Gov. Gretchen Whitmer’s Department of Licensing and Regulatory Affairs must be held accountable for a brazen and incredibly unethical attempt to railroad a group of workers and small businesspeople with a shakedown scheme straight out of a prime-time TV crime drama.

A Senate oversight committee last week started the process of accountability when they held a hearing on the shocking, state-sanctioned intimidation racket. They’re probing for answers. Michiganians deserve answers from the governor, too.  And when we learn who is behind the appalling scheme, heads should roll.

So what is it that’s got voters so outraged?

LARA is tasked with creating the rules under which workers and businesses will operate in the state’s new marijuana industry.  This administrative “state” agency reports to Whitmer. The department released a set of rules that would mandate applicants seeking licensure through the state’s Marihuana Act to obtain and maintain so-called “labor peace agreements” as a condition of operation.

Recreational marijuana being sold at Arbors Wellness.

In plain English, it means LARA will refuse to license a business or allow it to hire workers unless those workers join a union or pay off the local union to keep the “peace.” This is not some type of fiction, it’s a fact they tried to do this.  

LARA’s proposed rules are yet another example of corruption within Whitmer’s administration; this time, trying to use the literal force of government to unionize. Why? Well this move appears to be rewarding some of her biggest campaign donors with a huge cash windfall — and to intentionally and permanently destroy small businesses who refuse to comply. 

There’s no need to mince words. The proposed rules would establish a system that both permits and encourages unions to engage in a protection racket — withholding their “blessing” from local shop owners and shutting down their entire business — unless the local shop owner ponies up union dues. In one administrative move, Whitmer is seeking to make the practices of organized crime and state government one.

LARA calls the rules a “labor peace agreement.” Normal people call this scheme a “shakedown” and pure political corruption at its ugliest. 

The governor must slam the breaks on LARA’s recklessness and reverse course. The department owes residents an explanation, and the person or persons responsible for trying to sneak it past lawmakers must go. There can be no toleration of corruption in our state government.

This is about much more than the marijuana industry.

Allowing Whitmer’s goon-squad to enact a "forced union agreement" for any industry or business would have a chilling and devastating effect on others, too. If LARA empowers organized labor to engage in a state-sanctioned protection racket targeting one group of small businesses, there is little — if anything — to stop them from targeting other businesses, industries, and sectors.

The proposed rules also attempt an end run around the state Constitution, attempting to preemptively eliminate Michigan workers’ constitutional right to choose whether to join — or not join — a labor union. 

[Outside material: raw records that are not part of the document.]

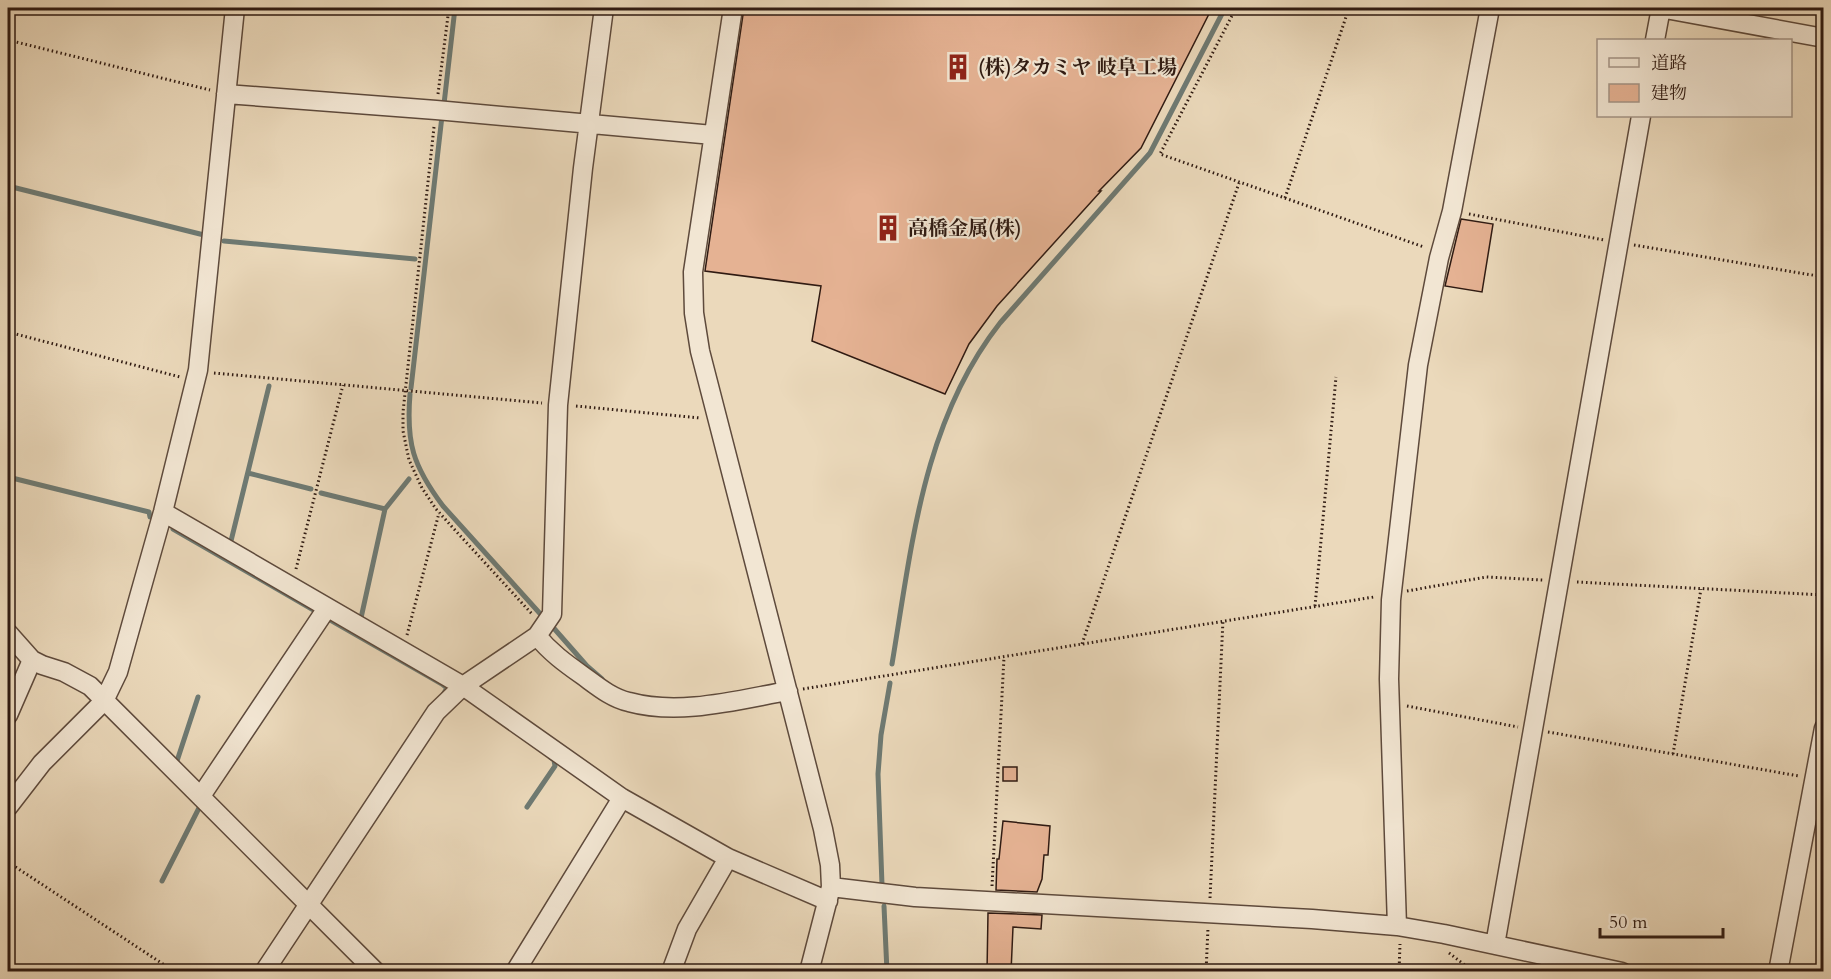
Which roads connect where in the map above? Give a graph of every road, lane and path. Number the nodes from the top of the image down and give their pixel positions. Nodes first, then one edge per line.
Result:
1 (16, 8) edge
2 (235, 8) edge
3 (449, 8) edge
4 (604, 8) edge
5 (733, 8) edge
6 (1236, 8) edge
7 (1349, 8) edge
8 (1490, 8) edge
9 (1661, 8) edge
10 (1824, 38) edge
11 (1655, 39) edge
12 (8, 41) edge
13 (226, 94) junction
14 (436, 110) junction
15 (1641, 117) edge
16 (589, 125) junction
17 (713, 135) junction
18 (1239, 183) junction
19 (1285, 198) junction
20 (1452, 211) junction
21 (1619, 242) junction
22 (1441, 252) junction
23 (1824, 277) edge
24 (8, 332) edge
25 (196, 376) junction
26 (1336, 377) dead end
27 (343, 385) junction
28 (405, 390) junction
29 (558, 405) junction
30 (717, 414) junction
31 (163, 512) junction
32 (439, 513) junction
33 (1559, 581) junction
34 (291, 588) junction
35 (1701, 589) junction
36 (1392, 594) junction
37 (1824, 595) edge
38 (1315, 606) junction
39 (327, 608) junction
40 (1223, 620) junction
41 (540, 632) junction
42 (8, 633) edge
43 (1082, 644) junction
44 (403, 652) junction
45 (1004, 657) junction
46 (32, 660) junction
47 (463, 687) junction
48 (788, 691) junction
49 (104, 701) junction
50 (1390, 702) junction
51 (8, 715) edge
52 (1824, 728) edge
53 (1533, 729) junction
54 (1673, 754) junction
55 (1815, 779) junction
56 (201, 796) junction
57 (622, 798) junction
58 (8, 807) edge
59 (728, 858) junction
60 (8, 862) edge
61 (830, 894) junction
62 (992, 901) junction
63 (310, 905) junction
64 (1209, 913) junction
65 (1399, 927) junction
66 (1495, 945) junction
67 (175, 972) edge
68 (264, 972) edge
69 (376, 972) edge
70 (515, 972) edge
71 (672, 972) edge
72 (809, 972) edge
73 (1206, 972) edge
74 (1399, 972) edge
75 (1622, 972) edge
76 (1778, 972) edge

1 - 12 path
2 - 13 street
3 - 14 path
4 - 16 street
5 - 17 street
6 - 18 path
7 - 19 path
8 - 20 street
9 - 10 street
9 - 11 street
12 - 13 path
13 - 14 street
13 - 25 street
14 - 16 street
14 - 28 path
15 - 21 street
16 - 17 street
16 - 29 street
17 - 30 street
18 - 19 path
18 - 43 path
19 - 22 path
20 - 21 path
20 - 22 street
21 - 23 path
21 - 33 street
22 - 36 street
24 - 25 path
25 - 27 path
25 - 31 street
26 - 38 path
27 - 28 path
27 - 34 path
28 - 29 path
28 - 32 path
29 - 30 path
29 - 41 street
30 - 48 street
31 - 34 street
31 - 49 street
32 - 41 path
32 - 44 path
33 - 35 path
33 - 36 path
33 - 53 street
34 - 39 street
35 - 37 path
35 - 54 path
36 - 38 path
36 - 50 street
38 - 40 path
39 - 44 street
39 - 56 street
40 - 43 path
40 - 64 path
41 - 47 street
41 - 48 street
42 - 46 street
43 - 45 path
44 - 47 street
45 - 48 path
45 - 62 path
46 - 49 street
46 - 51 street
47 - 57 street
47 - 63 street
48 - 61 street
49 - 56 street
49 - 58 street
50 - 53 path
50 - 65 street
52 - 55 street
53 - 54 path
53 - 66 street
54 - 55 path
55 - 76 street
56 - 63 street
57 - 59 street
57 - 70 street
59 - 61 street
59 - 71 street
60 - 67 path
61 - 62 street
61 - 72 street
62 - 64 street
63 - 68 street
63 - 69 street
64 - 65 street
64 - 73 path
65 - 66 street
65 - 74 path
66 - 75 street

It’s also a giant middle finger to the Legislature, flouting the Constitution’s separation of powers.  It’s an attempt by the Executive Branch to legislate by administrative rule. 

Reining in the administrative state was a major sticking point in the recent state budget breakthrough.  Yet, this move proves Whitmer never intended to play fair with lawmakers. And she won’t. The Legislature be damned. 

Insisting Michigan workers fund her biggest campaign donors is Whitmer’s policy. Or else.

Greg McNeilly is chairman of the Michigan Freedom Fund.